Surrounding population

The Nuclear Regulatory Commission defines two emergency planning zones around nuclear power plants: a plume exposure pathway zone with a radius of 10 miles (16 km), concerned primarily with exposure to, and inhalation of, airborne radioactive contamination, and an ingestion pathway zone of about 50 miles (80 km), concerned primarily with ingestion of food and liquid contaminated by radioactivity.[1]

The 2010 U.S. population within 10 miles (16 km) of Hatch was 11,061, an increase of 6.7 percent in a decade, according to an analysis of U.S. Census data for msnbc.com. The 2010 U.S. population within 50 miles (80 km) was 424,741, an increase of 12.0 percent since 2000. Cities within 50 miles include Vidalia (19 miles to city center).[2]

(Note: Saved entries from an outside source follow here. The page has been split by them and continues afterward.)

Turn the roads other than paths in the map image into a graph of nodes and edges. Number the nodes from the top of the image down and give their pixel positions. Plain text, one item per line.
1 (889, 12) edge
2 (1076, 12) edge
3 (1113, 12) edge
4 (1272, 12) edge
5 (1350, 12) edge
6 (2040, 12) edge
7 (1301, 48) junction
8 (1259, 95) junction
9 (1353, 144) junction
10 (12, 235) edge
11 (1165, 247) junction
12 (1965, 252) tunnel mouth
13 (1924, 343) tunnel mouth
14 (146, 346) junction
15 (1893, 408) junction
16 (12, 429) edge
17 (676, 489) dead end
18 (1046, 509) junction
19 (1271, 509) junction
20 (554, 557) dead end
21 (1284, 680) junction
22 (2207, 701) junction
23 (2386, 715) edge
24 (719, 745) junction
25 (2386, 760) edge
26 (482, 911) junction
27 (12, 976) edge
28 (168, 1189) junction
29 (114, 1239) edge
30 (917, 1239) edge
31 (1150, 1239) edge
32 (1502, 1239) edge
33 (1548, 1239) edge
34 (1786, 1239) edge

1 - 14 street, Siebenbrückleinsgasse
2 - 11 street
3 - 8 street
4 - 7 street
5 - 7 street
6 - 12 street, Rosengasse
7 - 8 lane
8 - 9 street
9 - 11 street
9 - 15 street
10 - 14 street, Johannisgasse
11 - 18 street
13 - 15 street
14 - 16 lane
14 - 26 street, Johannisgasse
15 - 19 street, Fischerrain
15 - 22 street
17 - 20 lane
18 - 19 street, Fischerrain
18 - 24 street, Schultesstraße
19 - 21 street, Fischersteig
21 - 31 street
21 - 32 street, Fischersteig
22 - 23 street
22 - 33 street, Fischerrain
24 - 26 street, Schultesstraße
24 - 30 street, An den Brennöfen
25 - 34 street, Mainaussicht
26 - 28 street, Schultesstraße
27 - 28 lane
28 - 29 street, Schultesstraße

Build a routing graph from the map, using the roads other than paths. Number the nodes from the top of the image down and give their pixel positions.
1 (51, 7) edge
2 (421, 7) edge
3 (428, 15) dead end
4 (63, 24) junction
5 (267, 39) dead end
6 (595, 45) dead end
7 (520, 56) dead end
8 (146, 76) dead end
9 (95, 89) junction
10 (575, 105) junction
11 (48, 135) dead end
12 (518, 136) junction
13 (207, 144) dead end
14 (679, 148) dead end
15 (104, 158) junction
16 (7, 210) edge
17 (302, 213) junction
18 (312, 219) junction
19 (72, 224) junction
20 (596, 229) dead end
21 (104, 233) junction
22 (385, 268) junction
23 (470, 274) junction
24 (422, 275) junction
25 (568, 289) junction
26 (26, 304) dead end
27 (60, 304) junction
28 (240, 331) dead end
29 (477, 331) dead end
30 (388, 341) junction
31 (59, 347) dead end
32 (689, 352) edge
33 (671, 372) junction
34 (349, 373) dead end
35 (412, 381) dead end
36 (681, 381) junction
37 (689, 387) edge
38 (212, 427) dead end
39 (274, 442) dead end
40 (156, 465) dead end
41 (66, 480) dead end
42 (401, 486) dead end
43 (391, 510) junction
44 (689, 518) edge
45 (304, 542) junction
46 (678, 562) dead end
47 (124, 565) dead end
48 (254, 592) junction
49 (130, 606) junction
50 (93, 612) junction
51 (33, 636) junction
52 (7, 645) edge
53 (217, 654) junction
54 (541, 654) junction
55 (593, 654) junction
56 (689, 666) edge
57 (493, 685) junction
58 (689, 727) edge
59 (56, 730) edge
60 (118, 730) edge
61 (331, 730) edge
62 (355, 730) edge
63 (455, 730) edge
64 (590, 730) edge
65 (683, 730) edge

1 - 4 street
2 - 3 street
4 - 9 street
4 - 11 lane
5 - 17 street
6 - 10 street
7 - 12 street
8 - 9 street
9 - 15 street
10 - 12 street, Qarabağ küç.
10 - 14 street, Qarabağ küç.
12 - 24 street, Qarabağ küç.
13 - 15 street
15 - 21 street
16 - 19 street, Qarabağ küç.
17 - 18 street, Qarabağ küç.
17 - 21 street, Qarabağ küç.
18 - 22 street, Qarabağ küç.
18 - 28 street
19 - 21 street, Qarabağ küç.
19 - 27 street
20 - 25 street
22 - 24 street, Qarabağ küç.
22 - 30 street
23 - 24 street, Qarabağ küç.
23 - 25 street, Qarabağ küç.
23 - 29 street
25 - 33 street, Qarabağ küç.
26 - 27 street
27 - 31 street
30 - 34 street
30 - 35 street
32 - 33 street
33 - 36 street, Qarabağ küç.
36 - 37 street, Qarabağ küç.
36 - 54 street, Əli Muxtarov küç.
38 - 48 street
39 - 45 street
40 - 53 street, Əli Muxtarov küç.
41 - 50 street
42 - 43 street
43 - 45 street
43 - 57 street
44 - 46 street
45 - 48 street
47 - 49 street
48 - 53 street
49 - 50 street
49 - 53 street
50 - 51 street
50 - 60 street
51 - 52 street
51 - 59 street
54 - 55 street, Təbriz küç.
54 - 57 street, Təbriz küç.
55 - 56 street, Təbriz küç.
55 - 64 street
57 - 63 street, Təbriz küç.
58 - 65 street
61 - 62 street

Onsite storage of spent nuclear fuel

Spent nuclear fuel is stored on-site in concrete casks. According to the National Academy of Sciences (National Research Council, Radiation Dose Reconstruction for Epidemiologic Uses, National Academy of Sciences Press. P.105), Chernobyl released about 1.89 million curies of Cs-137.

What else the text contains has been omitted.